On Wednesday, Roethlisberger justified his absence from Organized Team Activities by explaining, “If coach asked me to be here every day, I would be here every day but they haven’t asked me to do that.” From Tomlin’s perspective, that’s a problematic statement, on several levels.
First, it potentially implies that Roethlisberger and Tomlin have communicated regarding whether the quarterback should participate in voluntary offseason workouts, which in turn potentially implies that Tomlin has had those communications with other players. Which suggests that Tomlin has privately said things to players indicating that the voluntary workouts aren’t voluntary.
Second, if Tomlin never engages in such communications because of the rules and realities of voluntary workouts, it represents an unfair characterization of Tomlin’s wishes. Most coaches want all players to be present for all workouts, voluntary or not. Tomlin may not say it because he knows he can’t.

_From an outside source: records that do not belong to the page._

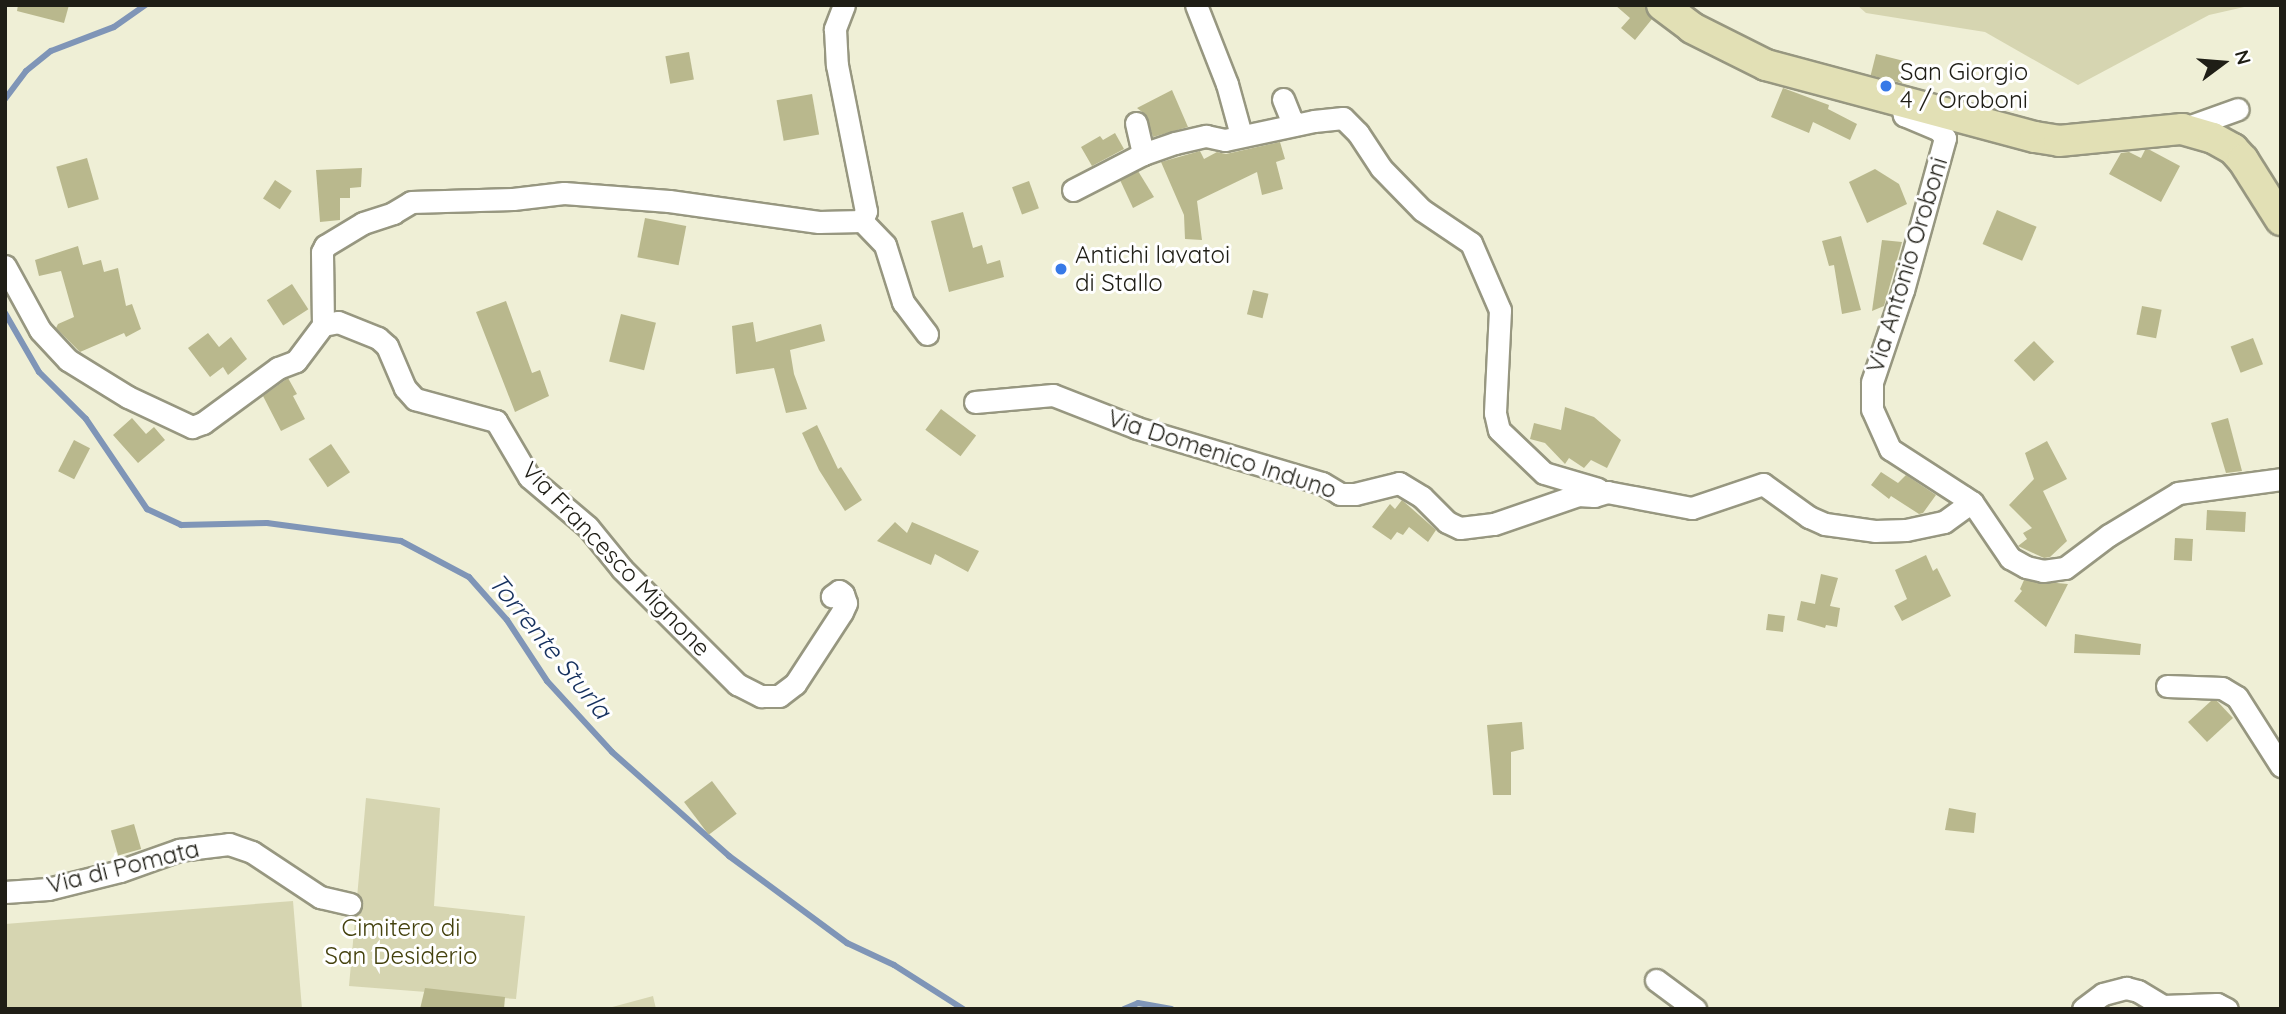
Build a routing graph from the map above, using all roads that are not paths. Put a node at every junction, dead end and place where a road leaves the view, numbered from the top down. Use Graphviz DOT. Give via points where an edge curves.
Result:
graph roads {
  1 [pos="844,5"];
  2 [pos="1196,5"];
  3 [pos="1662,5"];
  4 [pos="1283,99"];
  5 [pos="1900,100"];
  6 [pos="2238,109"];
  7 [pos="1136,123"];
  8 [pos="1297,124"];
  9 [pos="2182,129"];
  10 [pos="1241,135"];
  11 [pos="1143,154"];
  12 [pos="1073,190"];
  13 [pos="2281,220"];
  14 [pos="862,221"];
  15 [pos="5,266"];
  16 [pos="323,324"];
  17 [pos="927,334"];
  18 [pos="975,402"];
  19 [pos="2281,479"];
  20 [pos="1607,492"];
  21 [pos="1964,497"];
  22 [pos="832,596"];
  23 [pos="2167,686"];
  24 [pos="2281,766"];
  25 [pos="5,892"];
  26 [pos="350,904"];
  27 [pos="1656,981"];
  28 [pos="1695,1009"];
  29 [pos="2083,1009"];
  30 [pos="2227,1009"];
  1 -- 14 [label="street" via="835,29 837,65 866,211"];
  2 -- 10 [label="street"];
  3 -- 5 [label="street" via="1692,28 1766,65"];
  4 -- 8 [label="street"];
  5 -- 9 [label="street" via="2059,141"];
  5 -- 21 [label="street, Via Antonio Oroboni" via="1904,116 1940,130 1945,138 1870,396 1876,423 1890,449"];
  6 -- 9 [label="street"];
  7 -- 11 [label="street"];
  8 -- 10 [label="street"];
  8 -- 20 [label="street" via="1343,118 1381,168 1422,210 1471,243 1500,310 1499,430 1544,473"];
  9 -- 13 [label="street" via="2233,149"];
  10 -- 11 [label="street" via="1225,139 1206,136"];
  11 -- 12 [label="street"];
  14 -- 16 [label="street" via="819,222 564,192 513,199 411,202 325,246 320,293"];
  14 -- 17 [label="street" via="885,245 903,302"];
  15 -- 16 [label="street" via="37,333 79,368 192,427 203,424 278,368 296,361"];
  16 -- 22 [label="street, Via Francesco Mignone" via="338,322 378,338 415,398 496,421 529,477 589,527 622,569 749,691 770,697 791,689 846,603 839,591"];
  18 -- 20 [label="street, Via Domenico Induno" via="1048,394 1137,428 1322,483 1340,494 1399,483 1460,528 1494,524 1568,497"];
  19 -- 21 [label="street" via="2178,493 2065,568 2043,571 2010,558"];
  20 -- 21 [label="street, Via Domenico Induno" via="1692,508 1763,484 1825,524 1875,531 1944,522 1965,507"];
  23 -- 24 [label="street" via="2222,688 2237,697"];
  25 -- 26 [label="street, Via di Pomata" via="48,889 179,850 229,844 252,852 320,897"];
  27 -- 28 [label="street"];
  29 -- 30 [label="street" via="2103,993 2126,988 2163,1006 2217,1004"];
}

Third, regardless of whether Tomlin and Roethlisberger did or didn’t have the conversation about the quarterback’s participation, the explanation bolsters the perception that Tomlin isn’t as buttoned up as he should be. Given the team’s clumsy, unprepared approach at the end of last season’s critical Week 15 loss to the Patriots, Tomlin already seems like a guy who maybe isn’t as obsessed with details as he should be, and as other coaches are. By painting a picture of nonchalance in Tomlin, Roethlisberger’s comments do nothing to counter that dynamic.
So Tomlin may not be thrilled with this development — unless of course he didn’t want Roethlisberger at the OTA sessions so that the reps could be used to help develop Roethlisberger’s potential long-term replacement. Even so, Roethlisberger’s candor creates unfortunate optics for his coach.